• INSTRUCTIONS FOR THE TASK
Check every line of the data for the word "KENTUCKY", and copy those that have it.

• MATERIAL TO PROCESS
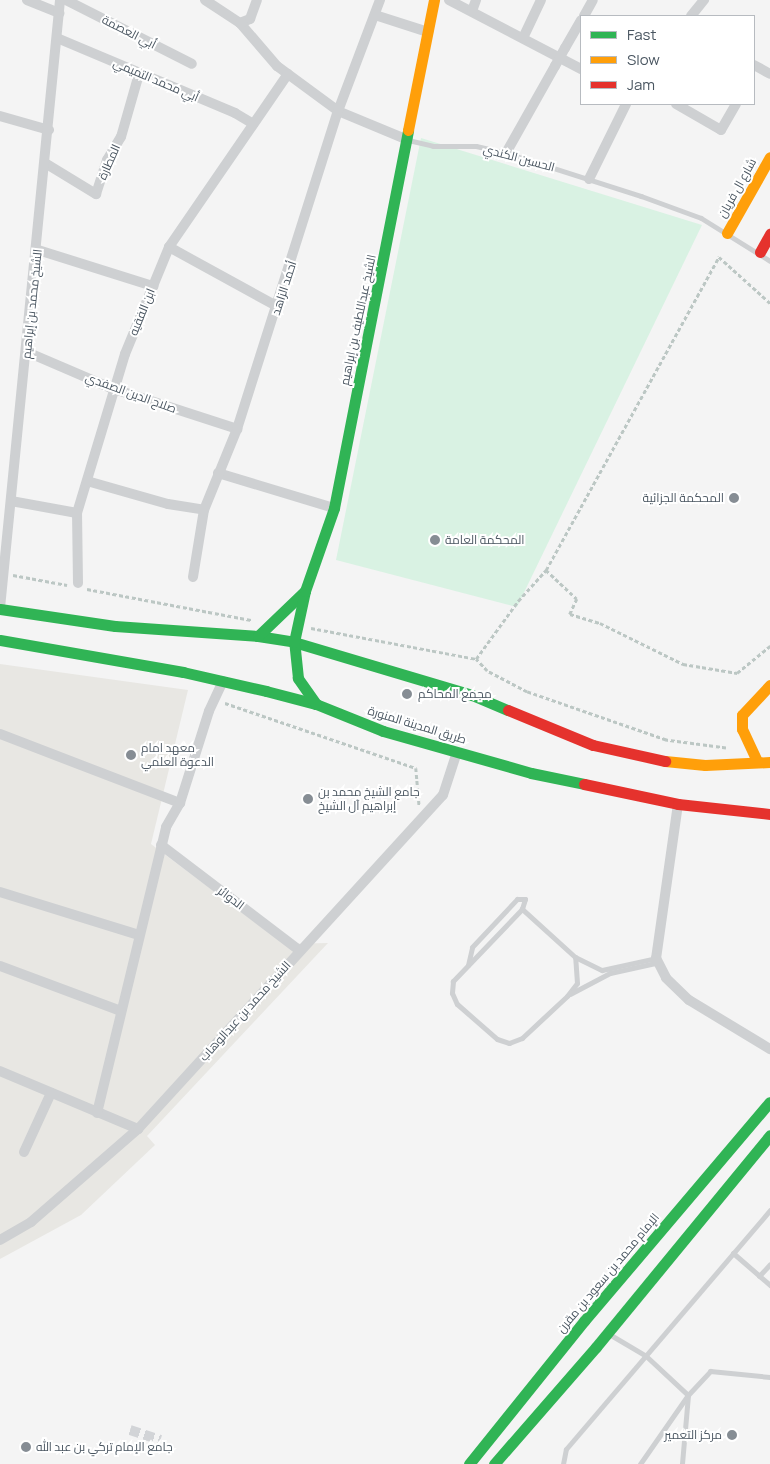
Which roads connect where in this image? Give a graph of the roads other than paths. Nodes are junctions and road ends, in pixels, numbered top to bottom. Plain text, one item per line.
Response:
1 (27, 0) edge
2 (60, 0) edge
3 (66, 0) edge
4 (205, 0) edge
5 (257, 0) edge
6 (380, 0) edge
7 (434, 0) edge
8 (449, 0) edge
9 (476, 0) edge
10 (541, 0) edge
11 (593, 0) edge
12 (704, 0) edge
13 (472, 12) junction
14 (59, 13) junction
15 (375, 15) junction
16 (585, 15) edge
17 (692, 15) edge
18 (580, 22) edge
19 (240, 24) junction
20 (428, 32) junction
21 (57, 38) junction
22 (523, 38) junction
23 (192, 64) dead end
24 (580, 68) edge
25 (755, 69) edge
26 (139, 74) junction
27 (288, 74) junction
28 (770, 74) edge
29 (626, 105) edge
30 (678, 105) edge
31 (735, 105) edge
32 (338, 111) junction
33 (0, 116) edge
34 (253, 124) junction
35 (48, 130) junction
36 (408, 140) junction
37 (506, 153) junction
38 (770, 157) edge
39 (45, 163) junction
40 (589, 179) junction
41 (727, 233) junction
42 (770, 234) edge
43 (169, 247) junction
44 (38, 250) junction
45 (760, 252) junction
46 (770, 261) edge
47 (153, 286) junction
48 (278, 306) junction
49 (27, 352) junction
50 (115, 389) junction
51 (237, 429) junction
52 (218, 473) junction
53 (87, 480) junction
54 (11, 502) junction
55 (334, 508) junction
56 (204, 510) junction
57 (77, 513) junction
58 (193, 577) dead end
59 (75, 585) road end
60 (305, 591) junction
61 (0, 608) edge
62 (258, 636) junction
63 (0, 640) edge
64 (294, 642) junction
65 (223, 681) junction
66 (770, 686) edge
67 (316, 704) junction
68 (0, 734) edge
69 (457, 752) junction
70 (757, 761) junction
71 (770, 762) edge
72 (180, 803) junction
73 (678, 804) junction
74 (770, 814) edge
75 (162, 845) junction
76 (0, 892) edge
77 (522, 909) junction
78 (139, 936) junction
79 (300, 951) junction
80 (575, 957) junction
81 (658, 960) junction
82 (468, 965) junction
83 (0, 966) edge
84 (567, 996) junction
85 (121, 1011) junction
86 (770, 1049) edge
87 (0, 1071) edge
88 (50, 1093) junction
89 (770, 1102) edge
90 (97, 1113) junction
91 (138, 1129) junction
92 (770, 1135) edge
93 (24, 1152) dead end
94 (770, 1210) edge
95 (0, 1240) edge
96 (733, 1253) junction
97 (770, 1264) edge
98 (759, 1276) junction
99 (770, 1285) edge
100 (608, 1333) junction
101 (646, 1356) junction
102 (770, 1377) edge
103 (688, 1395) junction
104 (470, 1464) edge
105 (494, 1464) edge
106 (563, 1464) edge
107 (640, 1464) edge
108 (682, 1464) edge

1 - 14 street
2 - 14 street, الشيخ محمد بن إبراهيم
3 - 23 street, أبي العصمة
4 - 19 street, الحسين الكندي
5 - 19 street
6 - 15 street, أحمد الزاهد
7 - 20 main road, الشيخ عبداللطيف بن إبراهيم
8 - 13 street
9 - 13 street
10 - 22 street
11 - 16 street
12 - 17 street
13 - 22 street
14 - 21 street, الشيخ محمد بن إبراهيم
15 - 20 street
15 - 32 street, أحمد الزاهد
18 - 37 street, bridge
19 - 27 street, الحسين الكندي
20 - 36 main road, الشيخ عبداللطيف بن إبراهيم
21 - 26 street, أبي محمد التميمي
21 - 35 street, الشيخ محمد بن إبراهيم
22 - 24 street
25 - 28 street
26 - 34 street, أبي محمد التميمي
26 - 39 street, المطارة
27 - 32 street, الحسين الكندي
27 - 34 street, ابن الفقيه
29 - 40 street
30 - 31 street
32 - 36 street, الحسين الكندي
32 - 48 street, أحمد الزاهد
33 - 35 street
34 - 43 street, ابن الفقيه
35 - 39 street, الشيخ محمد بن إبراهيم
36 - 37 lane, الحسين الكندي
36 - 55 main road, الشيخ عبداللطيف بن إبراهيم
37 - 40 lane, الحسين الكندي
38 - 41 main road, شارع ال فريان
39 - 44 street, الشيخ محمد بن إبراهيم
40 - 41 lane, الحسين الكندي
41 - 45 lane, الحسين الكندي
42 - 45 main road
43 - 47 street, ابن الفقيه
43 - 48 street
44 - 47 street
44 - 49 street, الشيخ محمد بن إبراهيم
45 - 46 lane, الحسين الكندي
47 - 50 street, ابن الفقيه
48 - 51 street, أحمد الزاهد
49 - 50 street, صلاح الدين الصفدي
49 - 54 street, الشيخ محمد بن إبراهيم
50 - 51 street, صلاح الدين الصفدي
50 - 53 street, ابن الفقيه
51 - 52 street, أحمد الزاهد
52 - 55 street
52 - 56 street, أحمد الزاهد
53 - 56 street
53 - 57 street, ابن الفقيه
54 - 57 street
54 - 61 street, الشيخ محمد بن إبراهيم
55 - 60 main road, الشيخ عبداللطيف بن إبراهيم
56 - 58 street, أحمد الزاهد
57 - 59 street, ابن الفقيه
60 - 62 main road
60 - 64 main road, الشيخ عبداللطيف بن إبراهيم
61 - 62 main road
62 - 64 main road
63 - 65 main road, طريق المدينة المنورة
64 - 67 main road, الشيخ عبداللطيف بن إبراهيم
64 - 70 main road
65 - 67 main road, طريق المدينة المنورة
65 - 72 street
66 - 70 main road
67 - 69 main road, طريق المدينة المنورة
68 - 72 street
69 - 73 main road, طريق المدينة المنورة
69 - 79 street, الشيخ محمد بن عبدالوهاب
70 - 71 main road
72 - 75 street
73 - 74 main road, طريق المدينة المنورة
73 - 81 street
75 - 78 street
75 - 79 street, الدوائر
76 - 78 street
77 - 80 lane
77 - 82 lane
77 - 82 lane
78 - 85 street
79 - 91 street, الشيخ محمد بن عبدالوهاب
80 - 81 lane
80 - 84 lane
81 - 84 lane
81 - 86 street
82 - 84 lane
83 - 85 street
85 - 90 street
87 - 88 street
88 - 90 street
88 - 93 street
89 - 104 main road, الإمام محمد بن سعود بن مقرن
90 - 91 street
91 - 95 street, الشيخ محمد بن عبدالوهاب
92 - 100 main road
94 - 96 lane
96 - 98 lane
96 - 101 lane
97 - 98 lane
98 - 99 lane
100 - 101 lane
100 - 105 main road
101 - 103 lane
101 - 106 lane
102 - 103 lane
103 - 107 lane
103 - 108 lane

* * *

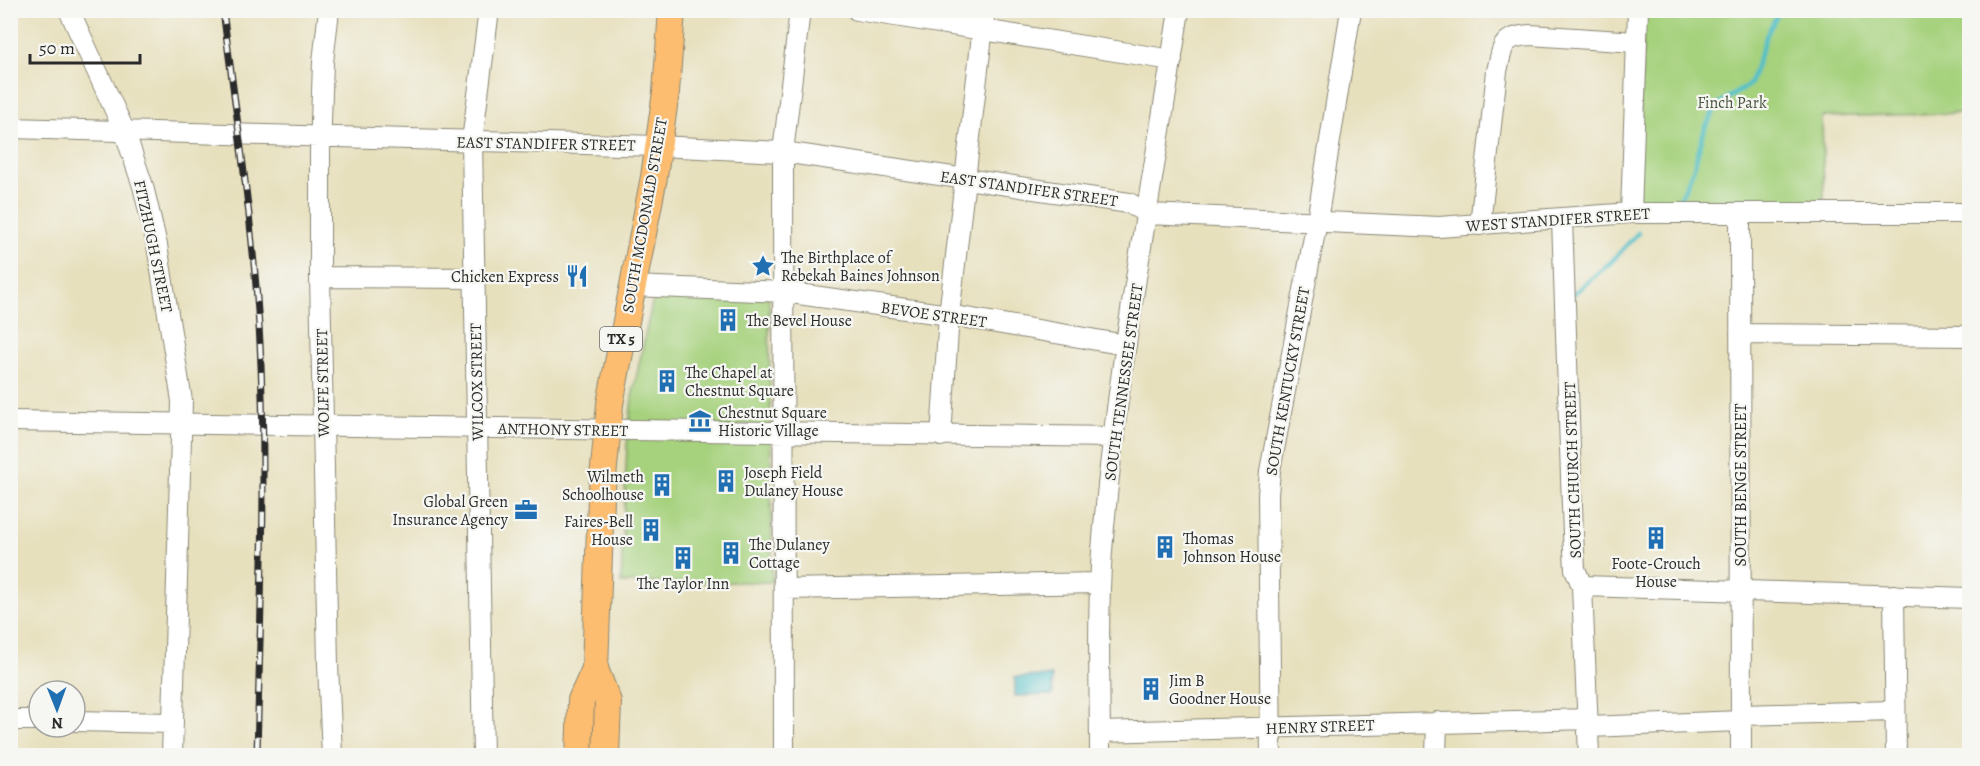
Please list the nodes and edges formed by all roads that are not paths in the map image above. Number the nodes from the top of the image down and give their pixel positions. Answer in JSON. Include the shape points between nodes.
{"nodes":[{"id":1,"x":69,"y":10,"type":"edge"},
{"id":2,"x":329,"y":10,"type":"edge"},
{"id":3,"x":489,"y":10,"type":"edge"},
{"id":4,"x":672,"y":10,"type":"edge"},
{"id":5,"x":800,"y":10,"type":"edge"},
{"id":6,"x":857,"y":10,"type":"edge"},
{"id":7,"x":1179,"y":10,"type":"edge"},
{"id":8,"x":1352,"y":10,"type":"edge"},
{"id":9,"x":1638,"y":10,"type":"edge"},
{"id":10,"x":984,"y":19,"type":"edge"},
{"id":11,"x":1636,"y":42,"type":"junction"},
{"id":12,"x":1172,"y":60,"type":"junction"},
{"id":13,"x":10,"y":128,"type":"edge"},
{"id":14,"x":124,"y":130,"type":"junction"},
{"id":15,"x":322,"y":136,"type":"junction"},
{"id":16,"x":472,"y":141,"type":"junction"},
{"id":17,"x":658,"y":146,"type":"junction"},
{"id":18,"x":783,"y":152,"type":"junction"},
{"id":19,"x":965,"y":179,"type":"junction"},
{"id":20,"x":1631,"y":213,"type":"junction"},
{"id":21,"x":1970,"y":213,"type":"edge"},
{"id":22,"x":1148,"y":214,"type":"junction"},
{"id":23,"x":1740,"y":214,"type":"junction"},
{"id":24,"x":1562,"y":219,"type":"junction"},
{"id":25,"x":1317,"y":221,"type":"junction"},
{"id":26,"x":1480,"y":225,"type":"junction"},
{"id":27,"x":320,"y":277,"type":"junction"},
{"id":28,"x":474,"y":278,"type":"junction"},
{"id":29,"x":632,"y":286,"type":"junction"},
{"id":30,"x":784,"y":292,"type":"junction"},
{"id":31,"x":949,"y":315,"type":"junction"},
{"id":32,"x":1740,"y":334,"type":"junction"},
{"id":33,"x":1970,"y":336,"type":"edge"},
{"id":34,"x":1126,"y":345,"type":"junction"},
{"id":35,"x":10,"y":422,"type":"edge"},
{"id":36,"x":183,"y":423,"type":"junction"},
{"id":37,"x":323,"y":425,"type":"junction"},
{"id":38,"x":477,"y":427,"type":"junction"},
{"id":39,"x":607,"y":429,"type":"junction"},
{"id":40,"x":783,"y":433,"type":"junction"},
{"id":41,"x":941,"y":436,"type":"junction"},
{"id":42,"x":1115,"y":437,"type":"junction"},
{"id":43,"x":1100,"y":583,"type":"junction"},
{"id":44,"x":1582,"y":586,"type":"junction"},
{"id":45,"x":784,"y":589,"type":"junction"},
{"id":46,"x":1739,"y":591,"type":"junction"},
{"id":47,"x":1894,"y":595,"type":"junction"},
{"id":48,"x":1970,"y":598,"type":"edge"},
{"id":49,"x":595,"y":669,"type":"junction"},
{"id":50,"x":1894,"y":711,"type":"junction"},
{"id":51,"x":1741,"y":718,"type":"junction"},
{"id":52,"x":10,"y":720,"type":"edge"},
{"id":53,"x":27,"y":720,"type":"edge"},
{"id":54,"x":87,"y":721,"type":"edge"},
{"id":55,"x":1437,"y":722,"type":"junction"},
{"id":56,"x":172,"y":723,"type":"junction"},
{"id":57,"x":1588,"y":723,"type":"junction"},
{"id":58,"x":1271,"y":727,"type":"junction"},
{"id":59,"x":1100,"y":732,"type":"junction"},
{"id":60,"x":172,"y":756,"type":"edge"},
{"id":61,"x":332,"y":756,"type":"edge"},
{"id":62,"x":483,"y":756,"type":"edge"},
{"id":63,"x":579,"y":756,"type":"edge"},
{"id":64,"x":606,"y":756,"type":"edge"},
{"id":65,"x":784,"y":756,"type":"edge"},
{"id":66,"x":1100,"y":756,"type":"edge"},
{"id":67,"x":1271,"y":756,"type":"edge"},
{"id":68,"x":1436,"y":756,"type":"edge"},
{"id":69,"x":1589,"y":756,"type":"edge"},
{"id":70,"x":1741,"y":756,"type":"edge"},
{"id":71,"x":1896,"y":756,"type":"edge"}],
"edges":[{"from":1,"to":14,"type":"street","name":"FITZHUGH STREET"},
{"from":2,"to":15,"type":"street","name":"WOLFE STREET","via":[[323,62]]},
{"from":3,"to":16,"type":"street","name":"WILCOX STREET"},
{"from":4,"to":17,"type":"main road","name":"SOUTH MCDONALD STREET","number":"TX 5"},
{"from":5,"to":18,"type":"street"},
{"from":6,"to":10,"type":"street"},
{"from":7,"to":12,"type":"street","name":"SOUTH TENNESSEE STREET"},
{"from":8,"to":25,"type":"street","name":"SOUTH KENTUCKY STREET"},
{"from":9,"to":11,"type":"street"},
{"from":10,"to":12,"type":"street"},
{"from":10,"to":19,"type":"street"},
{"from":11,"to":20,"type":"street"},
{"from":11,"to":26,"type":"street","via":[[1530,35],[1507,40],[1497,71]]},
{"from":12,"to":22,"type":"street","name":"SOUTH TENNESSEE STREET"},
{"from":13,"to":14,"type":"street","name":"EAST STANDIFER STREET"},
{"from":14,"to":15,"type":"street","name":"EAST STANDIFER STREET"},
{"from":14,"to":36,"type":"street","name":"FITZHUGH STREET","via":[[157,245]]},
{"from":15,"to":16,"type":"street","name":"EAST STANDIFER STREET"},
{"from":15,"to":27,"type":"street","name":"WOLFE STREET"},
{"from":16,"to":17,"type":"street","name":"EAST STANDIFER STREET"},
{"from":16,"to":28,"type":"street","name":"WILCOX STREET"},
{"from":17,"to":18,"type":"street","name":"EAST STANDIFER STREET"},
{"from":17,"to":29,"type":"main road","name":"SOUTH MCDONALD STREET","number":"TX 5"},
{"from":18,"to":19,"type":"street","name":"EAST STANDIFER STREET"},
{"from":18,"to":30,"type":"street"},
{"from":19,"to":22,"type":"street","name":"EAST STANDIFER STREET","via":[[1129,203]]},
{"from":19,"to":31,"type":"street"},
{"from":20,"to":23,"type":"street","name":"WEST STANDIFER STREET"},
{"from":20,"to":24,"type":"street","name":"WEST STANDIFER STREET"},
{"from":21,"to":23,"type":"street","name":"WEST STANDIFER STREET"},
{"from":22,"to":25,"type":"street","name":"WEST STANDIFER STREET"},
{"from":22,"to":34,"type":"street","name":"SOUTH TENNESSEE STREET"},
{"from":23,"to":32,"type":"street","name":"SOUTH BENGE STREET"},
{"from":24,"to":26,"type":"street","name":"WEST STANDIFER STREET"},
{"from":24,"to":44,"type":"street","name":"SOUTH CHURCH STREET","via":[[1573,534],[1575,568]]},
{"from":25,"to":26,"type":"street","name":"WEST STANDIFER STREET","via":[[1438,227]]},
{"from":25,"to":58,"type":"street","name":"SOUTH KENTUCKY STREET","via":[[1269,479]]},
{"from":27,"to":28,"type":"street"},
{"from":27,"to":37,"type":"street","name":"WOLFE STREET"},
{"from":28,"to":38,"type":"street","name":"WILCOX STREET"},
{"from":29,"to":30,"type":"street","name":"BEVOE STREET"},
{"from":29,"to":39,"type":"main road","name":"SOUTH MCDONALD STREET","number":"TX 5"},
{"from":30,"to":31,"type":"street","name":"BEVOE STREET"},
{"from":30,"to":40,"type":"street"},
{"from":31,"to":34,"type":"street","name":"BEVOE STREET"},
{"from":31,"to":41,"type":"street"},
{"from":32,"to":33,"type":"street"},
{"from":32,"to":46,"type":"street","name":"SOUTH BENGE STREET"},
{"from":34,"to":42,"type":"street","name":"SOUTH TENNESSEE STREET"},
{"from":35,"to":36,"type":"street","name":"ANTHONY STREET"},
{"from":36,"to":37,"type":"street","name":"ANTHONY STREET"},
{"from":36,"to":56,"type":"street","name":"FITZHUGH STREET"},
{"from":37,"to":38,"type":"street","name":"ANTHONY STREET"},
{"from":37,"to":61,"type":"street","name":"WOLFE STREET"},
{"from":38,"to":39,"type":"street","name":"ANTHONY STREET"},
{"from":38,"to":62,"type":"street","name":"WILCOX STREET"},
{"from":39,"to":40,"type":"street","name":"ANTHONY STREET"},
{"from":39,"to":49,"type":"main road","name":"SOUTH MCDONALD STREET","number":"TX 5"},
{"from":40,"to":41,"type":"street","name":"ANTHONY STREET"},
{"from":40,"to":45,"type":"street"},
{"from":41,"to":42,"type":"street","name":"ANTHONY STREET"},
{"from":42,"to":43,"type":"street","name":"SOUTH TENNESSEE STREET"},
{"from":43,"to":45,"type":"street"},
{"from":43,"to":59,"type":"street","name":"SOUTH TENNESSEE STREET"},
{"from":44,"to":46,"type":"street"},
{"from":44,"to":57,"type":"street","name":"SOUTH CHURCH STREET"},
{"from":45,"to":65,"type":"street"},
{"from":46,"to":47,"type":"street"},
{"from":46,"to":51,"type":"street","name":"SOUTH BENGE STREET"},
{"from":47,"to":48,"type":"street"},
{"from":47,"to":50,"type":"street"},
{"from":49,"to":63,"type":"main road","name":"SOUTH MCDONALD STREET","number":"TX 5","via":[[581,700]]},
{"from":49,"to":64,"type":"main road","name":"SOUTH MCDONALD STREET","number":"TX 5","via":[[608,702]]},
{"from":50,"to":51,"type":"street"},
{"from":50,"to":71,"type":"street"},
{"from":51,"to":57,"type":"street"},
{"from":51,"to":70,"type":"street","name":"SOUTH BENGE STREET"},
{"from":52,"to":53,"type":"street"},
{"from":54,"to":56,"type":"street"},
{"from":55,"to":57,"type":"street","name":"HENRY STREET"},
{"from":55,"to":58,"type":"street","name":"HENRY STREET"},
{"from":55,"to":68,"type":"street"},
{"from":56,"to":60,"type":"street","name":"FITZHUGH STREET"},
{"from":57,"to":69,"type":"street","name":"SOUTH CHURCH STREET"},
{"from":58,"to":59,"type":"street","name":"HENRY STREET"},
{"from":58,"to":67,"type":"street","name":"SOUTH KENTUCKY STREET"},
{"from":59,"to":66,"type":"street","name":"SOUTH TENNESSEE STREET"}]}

• WRITTEN RESPONSE
{"from":8,"to":25,"type":"street","name":"SOUTH KENTUCKY STREET"},
{"from":25,"to":58,"type":"street","name":"SOUTH KENTUCKY STREET","via":[[1269,479]]},
{"from":58,"to":67,"type":"street","name":"SOUTH KENTUCKY STREET"},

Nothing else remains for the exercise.